Winter nods and straightens back up, hands leaving warm spots on Weiss’s shoulders as she pulls away and buttons her collar back up.  “I’ll see you soon, then.”

She dips her chin formally, and Weiss nearly snaps into a salute, stopping only because she isn’t formally in the military for another six days, and instead clasps her hands behind her back and mirrors Winter’s posture.

“I’ll see you soon,” she echoes,and then clenches her teeth together.  Be safe rattles in her chest.  I love you .  Instead, she nods briskly, just as Winter had, and watches as Winter marches back out of the room.  It’s not until the door’s shut and Weiss is alone, once again, that she relaxes, collapsing onto the side of her bed.  Her hands itch to move, to fight, to grab for Winter and beg to be taken along once more, but instead she stays put.  In six days, she’ll be eighteen.  In six days, she’ll be part of the same military, the same family, that Winter has thrived in.  
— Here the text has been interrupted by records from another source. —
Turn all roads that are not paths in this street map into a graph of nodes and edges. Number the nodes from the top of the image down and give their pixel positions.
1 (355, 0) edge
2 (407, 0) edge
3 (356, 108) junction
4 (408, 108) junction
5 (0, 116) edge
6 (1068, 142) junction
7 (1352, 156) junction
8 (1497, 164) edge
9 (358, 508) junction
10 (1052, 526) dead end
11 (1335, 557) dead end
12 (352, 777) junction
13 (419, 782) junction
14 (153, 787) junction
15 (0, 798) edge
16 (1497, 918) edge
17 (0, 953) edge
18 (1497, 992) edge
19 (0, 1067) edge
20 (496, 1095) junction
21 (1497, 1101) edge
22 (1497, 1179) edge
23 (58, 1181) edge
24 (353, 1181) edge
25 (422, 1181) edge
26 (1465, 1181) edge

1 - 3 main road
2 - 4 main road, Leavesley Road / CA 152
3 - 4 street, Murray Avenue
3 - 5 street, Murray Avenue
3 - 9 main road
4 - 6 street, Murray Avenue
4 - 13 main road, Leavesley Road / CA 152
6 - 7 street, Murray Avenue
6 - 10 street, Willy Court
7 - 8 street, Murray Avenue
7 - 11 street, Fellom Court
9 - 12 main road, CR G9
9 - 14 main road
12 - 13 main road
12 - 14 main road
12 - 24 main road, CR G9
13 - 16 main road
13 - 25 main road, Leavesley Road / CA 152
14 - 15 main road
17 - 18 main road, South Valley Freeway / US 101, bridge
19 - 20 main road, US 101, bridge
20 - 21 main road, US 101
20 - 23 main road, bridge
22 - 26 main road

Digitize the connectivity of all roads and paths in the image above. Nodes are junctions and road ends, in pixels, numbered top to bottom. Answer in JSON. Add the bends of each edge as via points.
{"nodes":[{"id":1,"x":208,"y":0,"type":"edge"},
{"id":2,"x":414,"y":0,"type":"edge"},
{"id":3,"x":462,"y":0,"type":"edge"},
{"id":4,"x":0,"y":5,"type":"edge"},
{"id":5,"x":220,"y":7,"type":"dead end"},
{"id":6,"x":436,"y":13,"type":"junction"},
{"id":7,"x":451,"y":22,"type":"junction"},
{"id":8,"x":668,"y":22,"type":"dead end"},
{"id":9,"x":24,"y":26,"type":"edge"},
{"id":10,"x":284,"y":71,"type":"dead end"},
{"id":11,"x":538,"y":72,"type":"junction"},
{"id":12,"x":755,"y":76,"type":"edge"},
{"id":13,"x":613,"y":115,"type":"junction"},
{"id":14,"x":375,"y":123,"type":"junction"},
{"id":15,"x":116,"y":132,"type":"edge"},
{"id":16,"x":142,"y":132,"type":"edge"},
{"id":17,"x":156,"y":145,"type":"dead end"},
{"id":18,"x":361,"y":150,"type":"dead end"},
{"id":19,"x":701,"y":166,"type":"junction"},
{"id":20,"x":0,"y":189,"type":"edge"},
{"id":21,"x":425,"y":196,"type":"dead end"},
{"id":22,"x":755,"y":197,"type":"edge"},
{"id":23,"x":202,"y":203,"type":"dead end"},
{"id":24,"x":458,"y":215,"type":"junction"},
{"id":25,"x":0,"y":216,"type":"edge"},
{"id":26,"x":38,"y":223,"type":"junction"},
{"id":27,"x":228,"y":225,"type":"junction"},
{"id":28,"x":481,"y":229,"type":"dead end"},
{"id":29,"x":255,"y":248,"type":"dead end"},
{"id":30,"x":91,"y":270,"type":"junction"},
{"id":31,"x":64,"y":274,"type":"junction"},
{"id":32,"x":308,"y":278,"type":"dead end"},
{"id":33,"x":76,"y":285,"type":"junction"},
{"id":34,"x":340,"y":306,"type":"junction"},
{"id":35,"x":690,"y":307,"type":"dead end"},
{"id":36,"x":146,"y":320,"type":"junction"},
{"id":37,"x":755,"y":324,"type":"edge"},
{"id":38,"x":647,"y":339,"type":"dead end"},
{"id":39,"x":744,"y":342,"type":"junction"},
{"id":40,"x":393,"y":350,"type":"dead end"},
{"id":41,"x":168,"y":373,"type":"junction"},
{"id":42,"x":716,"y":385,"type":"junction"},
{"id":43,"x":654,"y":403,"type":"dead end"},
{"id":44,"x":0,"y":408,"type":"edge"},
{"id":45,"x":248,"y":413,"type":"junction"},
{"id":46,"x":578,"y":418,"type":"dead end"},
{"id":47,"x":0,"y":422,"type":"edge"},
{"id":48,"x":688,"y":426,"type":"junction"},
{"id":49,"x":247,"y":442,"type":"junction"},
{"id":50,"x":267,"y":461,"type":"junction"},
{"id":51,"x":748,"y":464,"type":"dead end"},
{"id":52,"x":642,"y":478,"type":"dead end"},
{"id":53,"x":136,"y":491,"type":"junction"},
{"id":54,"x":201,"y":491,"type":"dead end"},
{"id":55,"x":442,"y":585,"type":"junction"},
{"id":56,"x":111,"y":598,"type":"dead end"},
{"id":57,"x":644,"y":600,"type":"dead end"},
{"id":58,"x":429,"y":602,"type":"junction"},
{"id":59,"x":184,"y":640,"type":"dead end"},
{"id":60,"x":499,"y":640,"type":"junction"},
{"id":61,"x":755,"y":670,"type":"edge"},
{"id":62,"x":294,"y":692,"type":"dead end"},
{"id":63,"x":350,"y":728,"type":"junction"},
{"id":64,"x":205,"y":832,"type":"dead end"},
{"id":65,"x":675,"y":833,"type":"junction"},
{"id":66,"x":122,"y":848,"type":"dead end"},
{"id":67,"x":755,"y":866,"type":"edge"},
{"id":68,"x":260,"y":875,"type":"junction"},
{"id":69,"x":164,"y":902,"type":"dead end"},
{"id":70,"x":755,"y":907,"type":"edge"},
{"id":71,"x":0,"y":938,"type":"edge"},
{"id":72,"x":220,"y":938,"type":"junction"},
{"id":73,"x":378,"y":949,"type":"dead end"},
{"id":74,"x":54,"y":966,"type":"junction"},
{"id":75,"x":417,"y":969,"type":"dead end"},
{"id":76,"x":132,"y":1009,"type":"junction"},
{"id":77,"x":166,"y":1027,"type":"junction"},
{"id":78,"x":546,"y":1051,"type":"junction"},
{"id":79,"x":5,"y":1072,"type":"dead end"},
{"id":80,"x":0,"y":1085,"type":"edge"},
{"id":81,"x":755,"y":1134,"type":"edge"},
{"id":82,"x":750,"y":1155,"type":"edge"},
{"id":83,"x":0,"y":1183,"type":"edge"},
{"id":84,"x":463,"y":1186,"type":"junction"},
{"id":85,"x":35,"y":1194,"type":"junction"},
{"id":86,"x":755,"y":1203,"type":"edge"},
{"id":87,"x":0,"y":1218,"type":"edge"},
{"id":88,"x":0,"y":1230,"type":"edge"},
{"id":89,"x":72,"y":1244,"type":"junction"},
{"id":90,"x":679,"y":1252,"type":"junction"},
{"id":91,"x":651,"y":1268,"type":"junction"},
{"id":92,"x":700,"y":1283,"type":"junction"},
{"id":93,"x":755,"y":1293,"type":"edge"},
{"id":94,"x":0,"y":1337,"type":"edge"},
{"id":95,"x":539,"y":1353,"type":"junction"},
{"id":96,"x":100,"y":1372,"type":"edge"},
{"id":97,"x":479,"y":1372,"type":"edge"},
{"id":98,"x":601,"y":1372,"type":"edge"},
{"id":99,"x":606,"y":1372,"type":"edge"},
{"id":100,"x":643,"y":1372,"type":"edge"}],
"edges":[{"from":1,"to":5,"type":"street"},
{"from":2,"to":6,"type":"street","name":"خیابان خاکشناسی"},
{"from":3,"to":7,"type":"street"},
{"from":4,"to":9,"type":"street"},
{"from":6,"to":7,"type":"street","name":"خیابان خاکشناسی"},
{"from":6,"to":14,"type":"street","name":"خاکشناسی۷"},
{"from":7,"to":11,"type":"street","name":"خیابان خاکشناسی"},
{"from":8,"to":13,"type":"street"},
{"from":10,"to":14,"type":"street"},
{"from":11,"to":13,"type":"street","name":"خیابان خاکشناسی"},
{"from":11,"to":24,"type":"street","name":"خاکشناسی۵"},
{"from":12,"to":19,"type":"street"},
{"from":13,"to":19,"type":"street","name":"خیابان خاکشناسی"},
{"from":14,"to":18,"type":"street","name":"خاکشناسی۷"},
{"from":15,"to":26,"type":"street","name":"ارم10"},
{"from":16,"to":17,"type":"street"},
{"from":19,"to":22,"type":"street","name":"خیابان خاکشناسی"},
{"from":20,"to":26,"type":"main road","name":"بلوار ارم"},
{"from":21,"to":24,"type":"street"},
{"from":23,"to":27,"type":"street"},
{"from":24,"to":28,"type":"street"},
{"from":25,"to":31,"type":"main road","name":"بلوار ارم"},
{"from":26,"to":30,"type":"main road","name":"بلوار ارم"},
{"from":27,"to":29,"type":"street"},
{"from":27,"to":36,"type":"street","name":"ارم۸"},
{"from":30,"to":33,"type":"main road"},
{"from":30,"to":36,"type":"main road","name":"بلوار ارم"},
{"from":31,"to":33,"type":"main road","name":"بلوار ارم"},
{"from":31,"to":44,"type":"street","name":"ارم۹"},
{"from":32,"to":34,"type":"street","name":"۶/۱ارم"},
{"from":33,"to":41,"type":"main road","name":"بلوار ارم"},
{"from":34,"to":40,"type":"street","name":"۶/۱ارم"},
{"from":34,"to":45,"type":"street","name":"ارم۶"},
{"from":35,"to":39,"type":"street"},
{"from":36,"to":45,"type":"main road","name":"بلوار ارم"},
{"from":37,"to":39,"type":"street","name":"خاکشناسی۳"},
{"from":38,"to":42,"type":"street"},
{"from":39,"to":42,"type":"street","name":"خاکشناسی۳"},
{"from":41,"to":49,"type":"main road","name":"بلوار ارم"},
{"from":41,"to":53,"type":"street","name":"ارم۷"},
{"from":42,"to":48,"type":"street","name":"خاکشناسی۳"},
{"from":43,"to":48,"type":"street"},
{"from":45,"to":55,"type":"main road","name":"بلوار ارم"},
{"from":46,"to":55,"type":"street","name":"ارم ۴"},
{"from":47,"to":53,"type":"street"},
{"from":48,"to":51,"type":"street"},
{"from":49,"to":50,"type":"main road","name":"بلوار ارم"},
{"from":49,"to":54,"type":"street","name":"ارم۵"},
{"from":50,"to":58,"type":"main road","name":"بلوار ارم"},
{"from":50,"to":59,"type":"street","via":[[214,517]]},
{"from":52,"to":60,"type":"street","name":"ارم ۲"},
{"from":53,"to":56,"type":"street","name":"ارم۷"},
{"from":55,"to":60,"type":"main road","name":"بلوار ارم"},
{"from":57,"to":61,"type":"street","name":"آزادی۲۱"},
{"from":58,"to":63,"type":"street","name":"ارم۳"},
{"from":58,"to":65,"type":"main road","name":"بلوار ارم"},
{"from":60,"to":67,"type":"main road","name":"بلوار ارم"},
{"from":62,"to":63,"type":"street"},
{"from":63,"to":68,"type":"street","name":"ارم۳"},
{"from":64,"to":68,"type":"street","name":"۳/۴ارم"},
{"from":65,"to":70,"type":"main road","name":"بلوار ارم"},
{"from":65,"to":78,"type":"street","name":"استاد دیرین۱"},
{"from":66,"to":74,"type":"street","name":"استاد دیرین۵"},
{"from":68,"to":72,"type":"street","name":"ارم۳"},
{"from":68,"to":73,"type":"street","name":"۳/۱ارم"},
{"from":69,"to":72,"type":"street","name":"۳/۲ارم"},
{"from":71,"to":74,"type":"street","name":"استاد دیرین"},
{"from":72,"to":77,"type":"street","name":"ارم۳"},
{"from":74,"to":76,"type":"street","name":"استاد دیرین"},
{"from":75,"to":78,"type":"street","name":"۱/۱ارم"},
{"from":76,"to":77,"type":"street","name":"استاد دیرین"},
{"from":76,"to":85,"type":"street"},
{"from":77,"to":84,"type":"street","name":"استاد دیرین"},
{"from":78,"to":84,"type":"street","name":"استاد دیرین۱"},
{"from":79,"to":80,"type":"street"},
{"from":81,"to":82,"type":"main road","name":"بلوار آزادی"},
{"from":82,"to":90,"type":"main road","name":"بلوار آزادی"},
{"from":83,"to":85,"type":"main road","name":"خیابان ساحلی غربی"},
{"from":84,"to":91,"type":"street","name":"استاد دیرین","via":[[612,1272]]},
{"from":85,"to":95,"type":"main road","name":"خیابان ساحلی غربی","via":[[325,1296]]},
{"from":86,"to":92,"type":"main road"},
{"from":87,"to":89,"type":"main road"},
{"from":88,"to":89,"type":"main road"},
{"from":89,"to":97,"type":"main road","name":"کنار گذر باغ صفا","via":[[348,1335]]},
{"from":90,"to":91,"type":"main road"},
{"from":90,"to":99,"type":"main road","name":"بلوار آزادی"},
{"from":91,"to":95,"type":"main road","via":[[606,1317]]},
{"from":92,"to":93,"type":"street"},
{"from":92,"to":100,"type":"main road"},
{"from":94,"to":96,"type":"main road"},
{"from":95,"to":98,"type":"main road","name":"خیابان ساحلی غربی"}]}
She stands up primly and sets to straightening the blankets on her bed, fixing the hospital corners on the sheets even though they didn’t need to be fixed at all, and stands uncertainly in the middle of her room for a long minute before settling at her desk.  She has barely over a day before she has to report to satcom to watch in real time as Winter leads her team on a mission, and it’s barely enough time to brush up on everything she’s learned in the last three years-- Specialist unit stealth patterns, Remnant’s current political climate, the ever-shifting borders around Atlas that the world is constantly encroaching on-- so she can be as fully prepared as possible before she does .

 


 

Weiss arrives at the door to satcom at 18:50 and stands at attention six strides away from the guards and waits.  General Ironwood had a meeting on the other side of base at 18:15 and wouldn’t be inside yet, and she waits patiently until she sees him striding down the hall with his head bent over his tablet.

“Miss Schnee,” he says, continuing past her without breaking stride.  The guards open the doors for him, and he tilts his head towards the room.  “Hurry up.”

Weiss practically sprints after him, decorum barely holding her back to a brisk walk, and she trails into the bustling room after him.  There’s an enormous screen with a block pattern of live video feeds taking up the whole front wall, and Weiss nearly trips when she catches a glance of Winter’s sharp profile on one of them.  Rows of computer terminals fill the room, and the general takes his place in the center of them all, hands behind his back after he hands his tablet off and calls for a report.  Weiss hangs back, behind the last row of terminals, listening acutely as the techs rattle off information and filing it away.

Winter’s squad is deep in the mountains near the Argus border, which Weiss isn’t supposed to know.  She’s not supposed to know that they’re en route to intercept a train full of insurgent weapons headed from Argus deeper into Mistral, on an old barely-functional set of tracks that have been long abandoned by commuter and tourist lines.  She’s not supposed to know that Winter is leading an elite infiltration team, that they’re going to be parachuting down through a windy mountain range, that their mandate is to capture as many of the insurgents as they can and, if they have to, do whatever it takes to stop the train.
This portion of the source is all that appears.